# How much for a tune



## Jcoin (Mar 1, 2008)

I was wondering what everyone has been paying to get their car tuned? The one price I recieved was $400. Is this typical?


----------



## PDQ GTO (Jun 21, 2007)

$150 here, but it's always been with Mods. installed too so there was a discount. $400 is on the high side for sure.


----------



## alsgto04 (Nov 21, 2007)

Yeah $400 is on the high side cause i've been hearing all around $200.


----------



## 6QTS11OZ (Mar 27, 2005)

Actually $400 is about the average for a good tune. My first tune with mods (supercharger and full exhaust) was $400 and roughly 4 to 5 hours of tuning. When I added more mods and needed a retune I was charged $200 at the same shop.


----------



## GM4life (Mar 18, 2007)

Yeah $400 is average. I heard of tunes costing more.


----------



## 05GTO (Oct 6, 2004)

6QTS11OZ said:


> Actually $400 is about the average for a good tune. My first tune with mods (supercharger and full exhaust) was $400 and roughly 4 to 5 hours of tuning. When I added more mods and needed a retune I was charged $200 at the same shop.





gm4life said:


> Yeah $400 is average. I heard of tunes costing more.


:agree


----------



## alsgto04 (Nov 21, 2007)

Damn maybe i've heard wrong about the $200.


----------



## 6QTS11OZ (Mar 27, 2005)

alsgto04 said:


> Damn maybe i've heard wrong about the $200.


Maybe you did hear that. Some tune cars as a side thing to make a little cash so maybe they don't charge as much. Maybe they don't tune for more than an hour or so either. Someone trying to run a business understandably will charge more based on the average fee compared to other businesses (tuners). I've seen fees as high as $600 and as low as $100.


----------



## alsgto04 (Nov 21, 2007)

So maybe i did hear right thanks for the info -- 6QTS11OZ :cheers


----------



## LOWET (Oct 21, 2007)

Jcoin said:


> I was wondering what everyone has been paying to get their car tuned? The one price I recieved was $400. Is this typical?
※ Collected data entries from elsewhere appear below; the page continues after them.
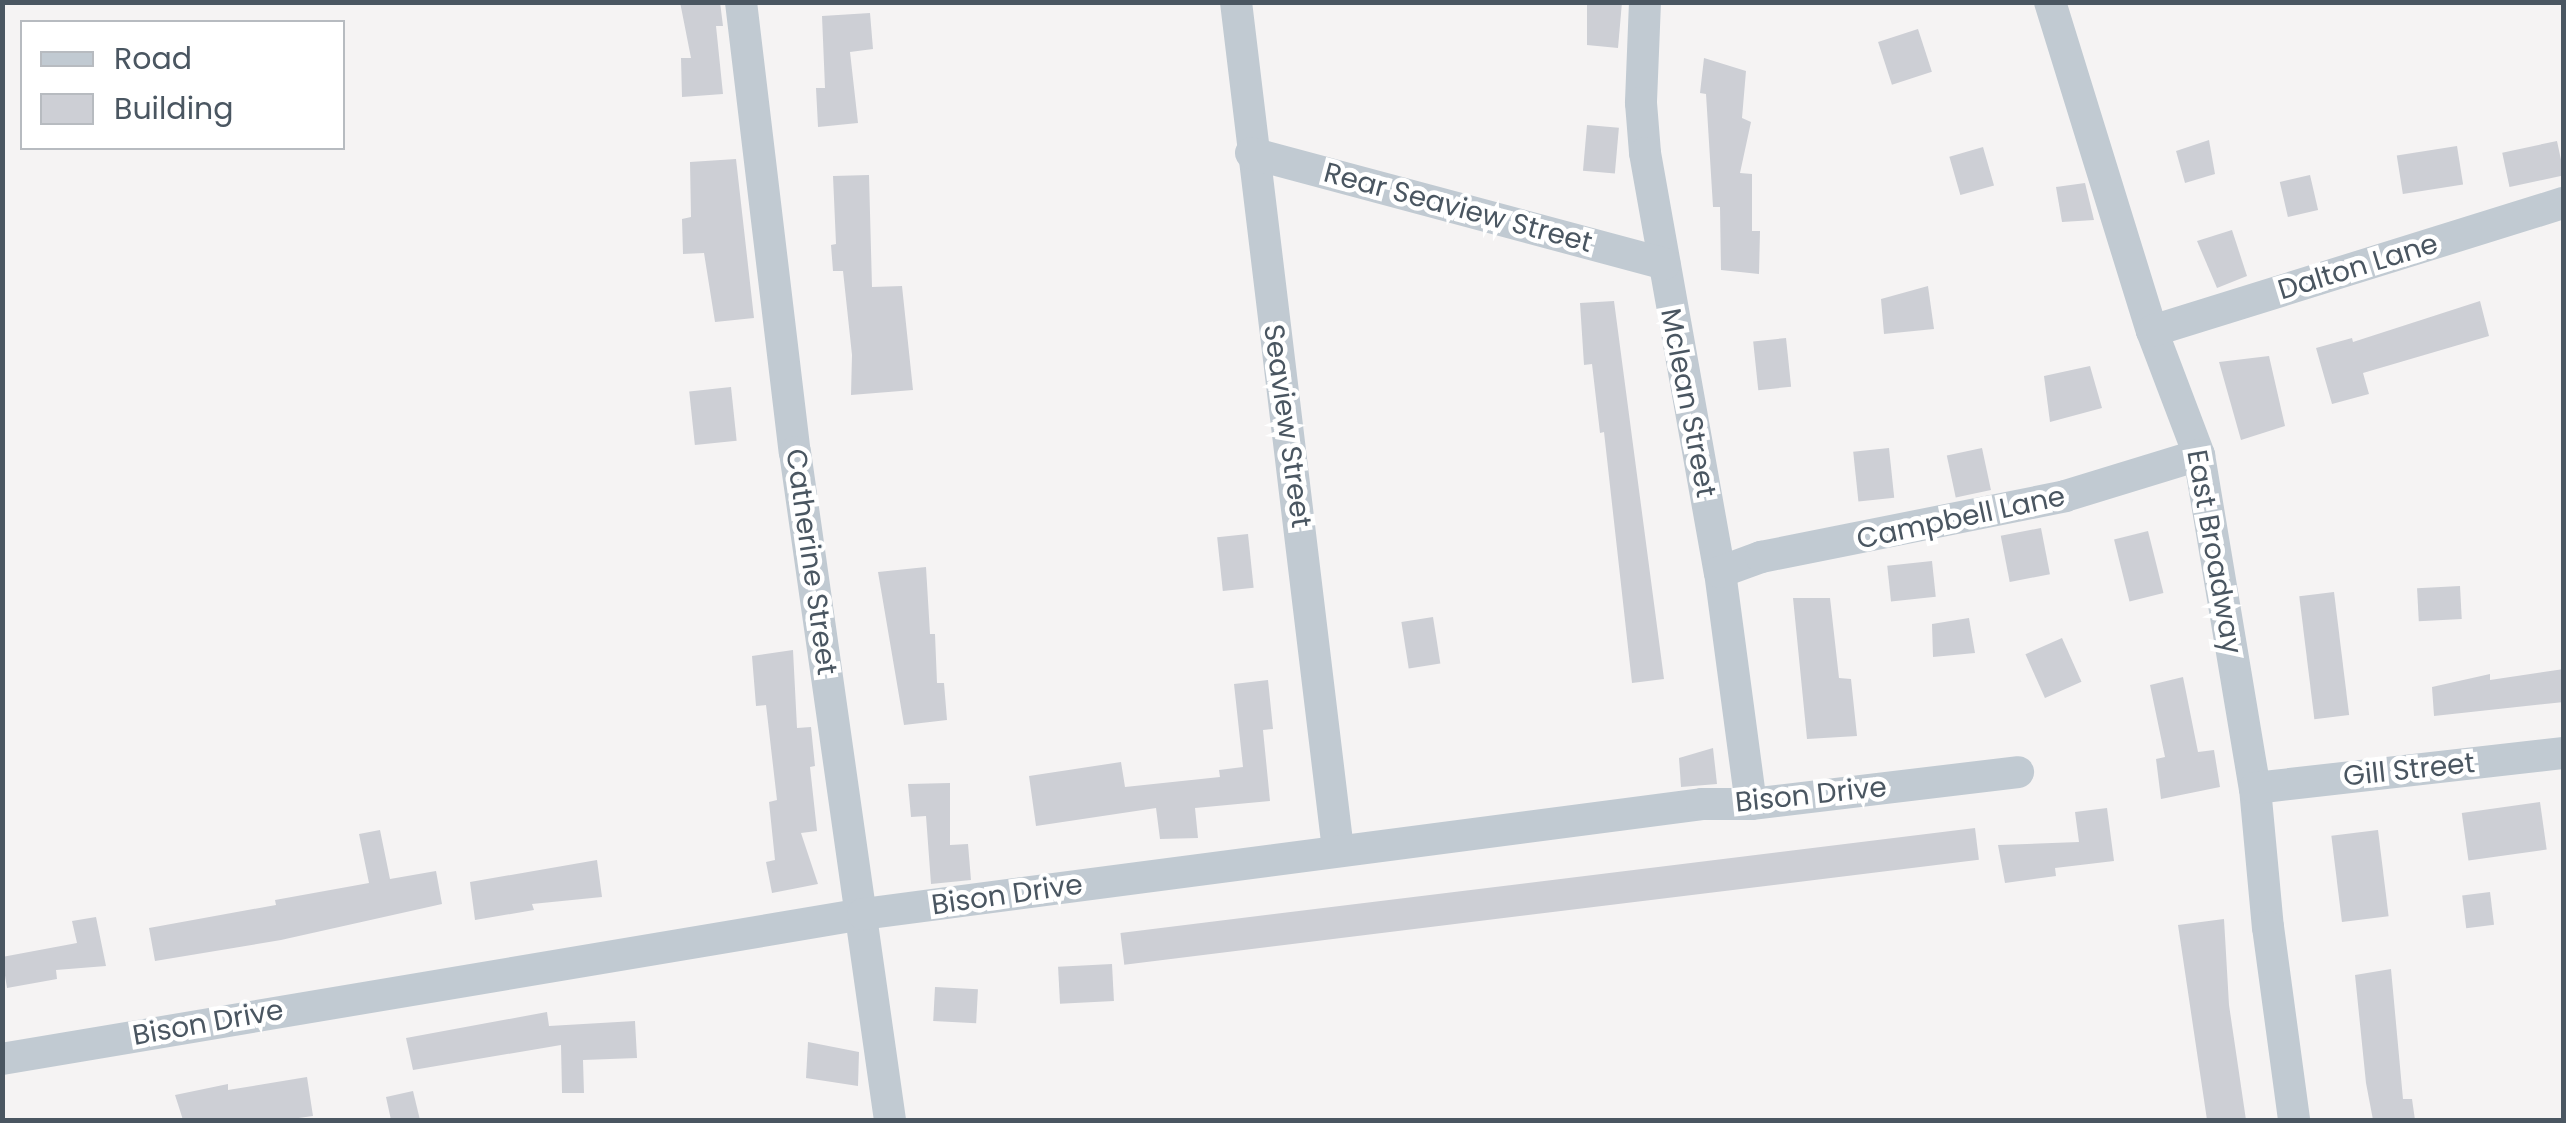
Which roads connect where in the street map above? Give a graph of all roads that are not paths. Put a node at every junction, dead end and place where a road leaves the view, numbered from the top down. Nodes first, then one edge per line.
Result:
1 (740, 2) edge
2 (1236, 2) edge
3 (1645, 2) edge
4 (2050, 2) edge
5 (1251, 153) junction
6 (2564, 203) edge
7 (1664, 264) junction
8 (2152, 331) junction
9 (2199, 455) junction
10 (1720, 572) junction
11 (2564, 752) edge
12 (2018, 772) dead end
13 (2254, 788) junction
14 (1751, 804) junction
15 (1338, 850) junction
16 (863, 914) junction
17 (2, 1059) edge
18 (890, 1120) edge
19 (2294, 1120) edge

1 - 16 street, Catherine Street
2 - 5 street, Seaview Street
3 - 7 street, Mclean Street
4 - 8 street, East Broadway
5 - 7 street, Rear Seaview Street
5 - 15 street, Seaview Street
6 - 8 street, Dalton Lane
7 - 10 street, Mclean Street
8 - 9 street, East Broadway
9 - 10 street, Campbell Lane
9 - 13 street, East Broadway
10 - 14 street, Mclean Street
11 - 13 street, Gill Street
12 - 14 street, Bison Drive
13 - 19 street, East Broadway
14 - 15 street, Bison Drive
15 - 16 street, Bison Drive
16 - 17 street, Bison Drive
16 - 18 street, Catherine Street

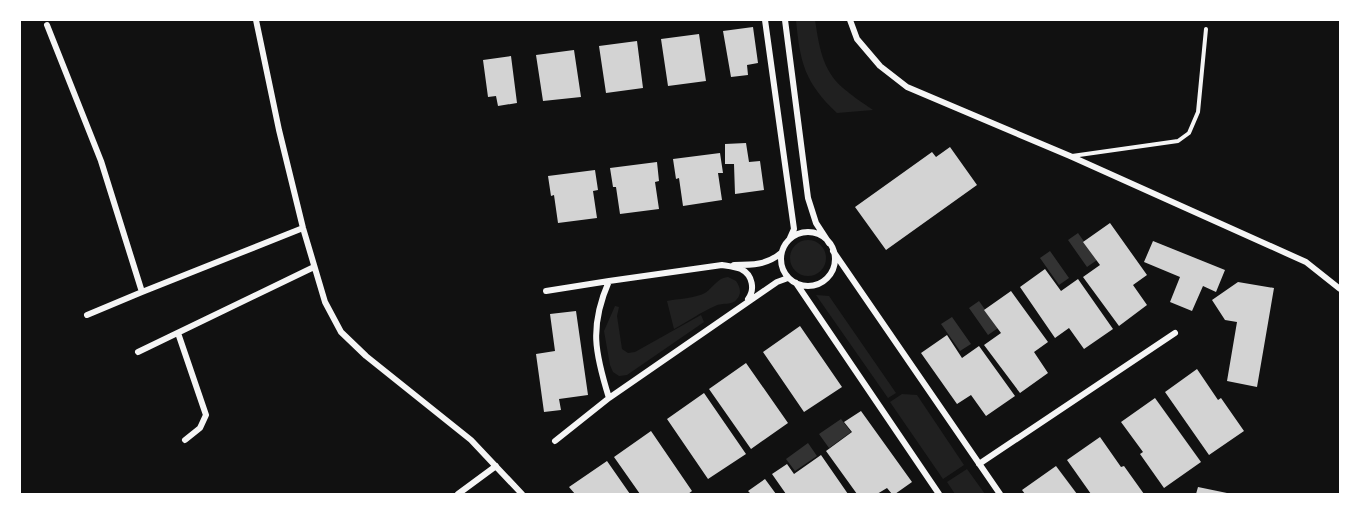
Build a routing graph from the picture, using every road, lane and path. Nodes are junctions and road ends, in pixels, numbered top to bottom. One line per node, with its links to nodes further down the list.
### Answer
1 (256, 20): 8 (street)
2 (765, 20): 9 (street)
3 (785, 20): 10 (street)
4 (850, 20): 7 (street)
5 (47, 26): 19 (street)
6 (1206, 29): 7 (lane)
7 (1070, 156): 18 (street)
8 (303, 228): 14 (street); 19 (street)
9 (790, 238): 10 (street); 12 (street)
10 (829, 243): 11 (street)
11 (833, 251): 17 (street); 29 (street)
12 (781, 253): 13 (street); 15 (street)
13 (722, 266): 16 (street); 21 (street)
14 (314, 267): 23 (street); 30 (street)
15 (788, 278): 17 (street); 21 (street)
16 (609, 281): 20 (street); 26 (street)
17 (796, 283): 31 (street)
18 (1341, 289)
19 (142, 291): 22 (street)
20 (546, 291)
21 (743, 306): 26 (street)
22 (87, 315)
23 (178, 333): 25 (street); 27 (street)
24 (1175, 333): 29 (street)
25 (138, 352)
26 (609, 398): 28 (street)
27 (184, 440)
28 (555, 441)
29 (979, 464): 34 (street)
30 (496, 466): 32 (street); 33 (street)
31 (936, 493)
32 (458, 495)
33 (522, 495)
34 (1000, 495)

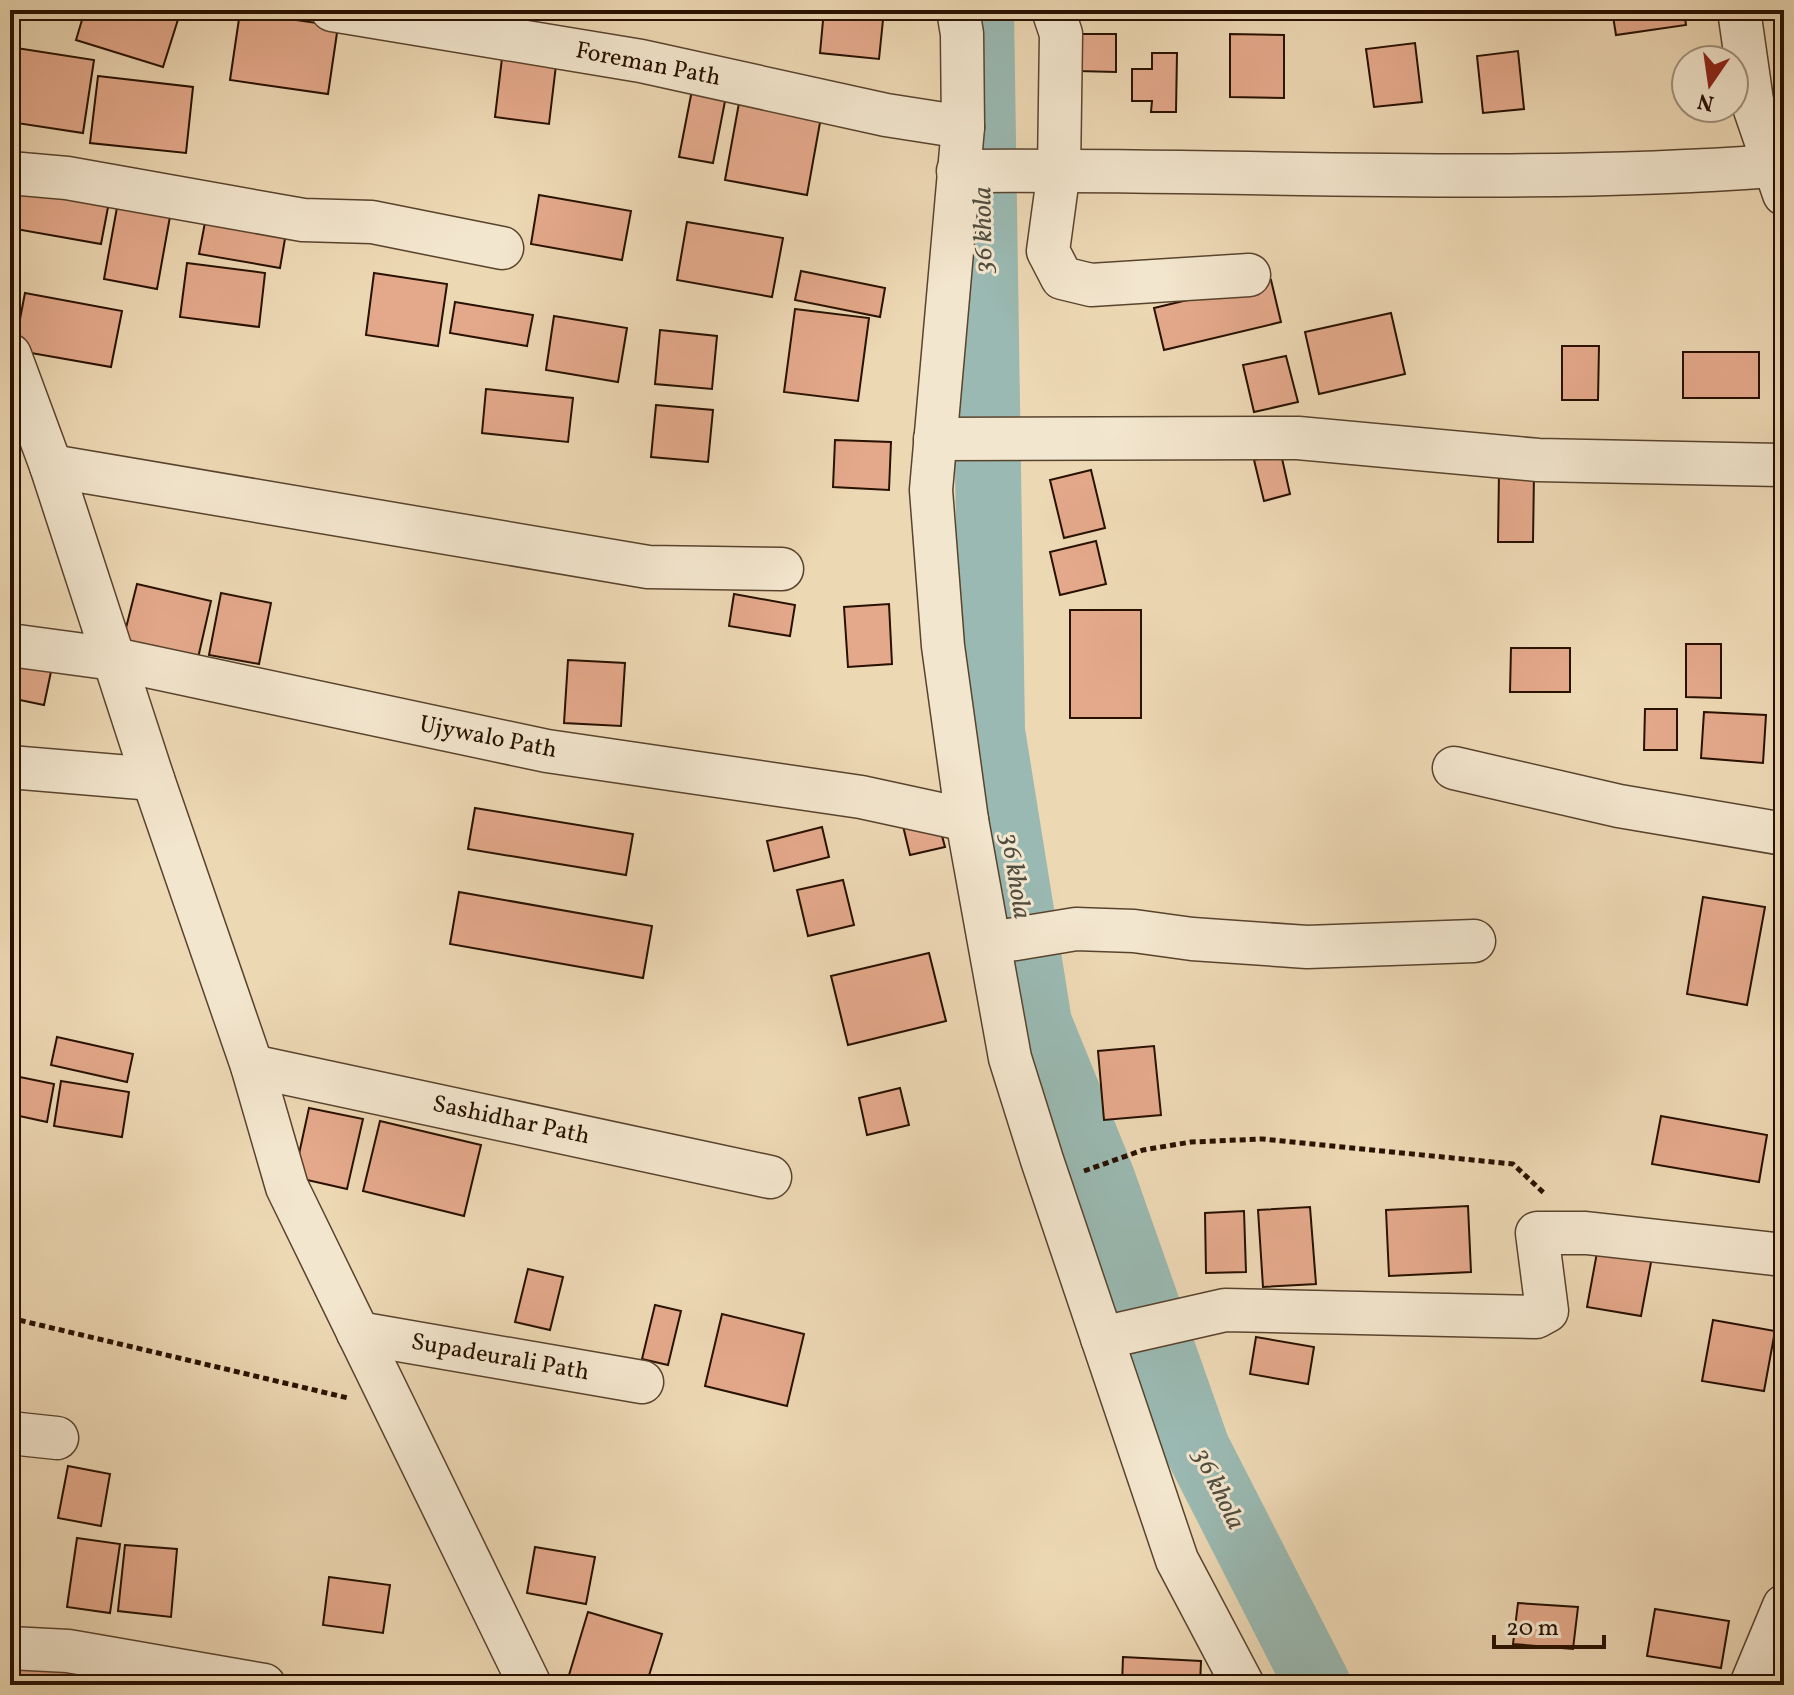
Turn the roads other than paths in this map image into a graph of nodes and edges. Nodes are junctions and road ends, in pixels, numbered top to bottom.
1 (332, 10) edge
2 (958, 10) edge
3 (1053, 10) edge
4 (1739, 10) edge
5 (1768, 101) edge
6 (963, 127) junction
7 (1054, 170) junction
8 (958, 171) junction
9 (10, 173) edge
10 (1778, 180) edge
11 (502, 248) dead end
12 (1249, 275) dead end
13 (10, 355) edge
14 (949, 440) junction
15 (1784, 465) edge
16 (51, 466) junction
17 (782, 569) dead end
18 (10, 645) edge
19 (114, 659) junction
20 (10, 767) edge
21 (1454, 768) dead end
22 (153, 779) junction
23 (967, 820) junction
24 (1784, 834) edge
25 (1474, 941) dead end
26 (997, 942) junction
27 (252, 1066) junction
28 (770, 1177) dead end
29 (1784, 1255) edge
30 (358, 1333) junction
31 (1117, 1336) junction
32 (642, 1382) dead end
33 (10, 1433) edge
34 (57, 1438) dead end
35 (1784, 1606) edge
36 (10, 1648) edge
37 (264, 1685) edge
38 (530, 1685) edge
39 (1243, 1685) edge
40 (1751, 1685) edge

1 - 6 street, Foreman Path
2 - 6 street
3 - 7 street
4 - 5 street
5 - 10 street
6 - 8 street
7 - 8 street
7 - 10 street
7 - 12 street
8 - 14 street
9 - 11 street
13 - 16 street
14 - 15 street
14 - 23 street
16 - 17 street
16 - 19 street
18 - 19 street, Ujywalo Path
19 - 22 street
19 - 23 street, Ujywalo Path
20 - 22 street
21 - 24 street
22 - 27 street
23 - 26 street
25 - 26 street
26 - 31 street
27 - 28 street, Sashidhar Path
27 - 30 street
29 - 31 street
30 - 32 street, Supadeurali Path
30 - 38 street
31 - 39 street
33 - 34 street
35 - 40 street
36 - 37 street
For a full Dyno Tune. 400.00 is a average price. My shop gave me a lifetime Dyno tune for 500.00. It already has paid for itself becasue my car has been tuned 3 times for different mods and I am not through yet


----------



## Soulonfire11 (Aug 8, 2008)

I'm not sure what speed inc in the chicago area charges but I've heard they are good from a few friends...


----------



## jpalamar (Jul 22, 2008)

Andrew will tune for like $200 I think. He lives near you. From what I hear, nothing but great things about him


----------



## dustyminpin (Jun 19, 2006)

$300 here for a full dyno tune with 3 pulls the first time around. Once you are a customer of theirs and in their system with your custom tune saved in their computer, you can return for a new tune (i.e. you get more mods since the last tune) for $75.


----------



## aarons1k (May 23, 2008)

475 is the cheapest by me , i paid $500 from Speed Inc. in IL


----------



## chankee (Sep 11, 2008)

This really depends on the mechanic, the car and the store. I had my Pontiac Firebird tuned-up las month and it cost me $200-250. But if you want your car to perform well, you need to invest on that one. Tuning up is just once in a while.


----------



## MidWest GTO 5.7 (Sep 7, 2008)

does anyone know of any decent shops that will do performance tuning near Milwaukee WI?


----------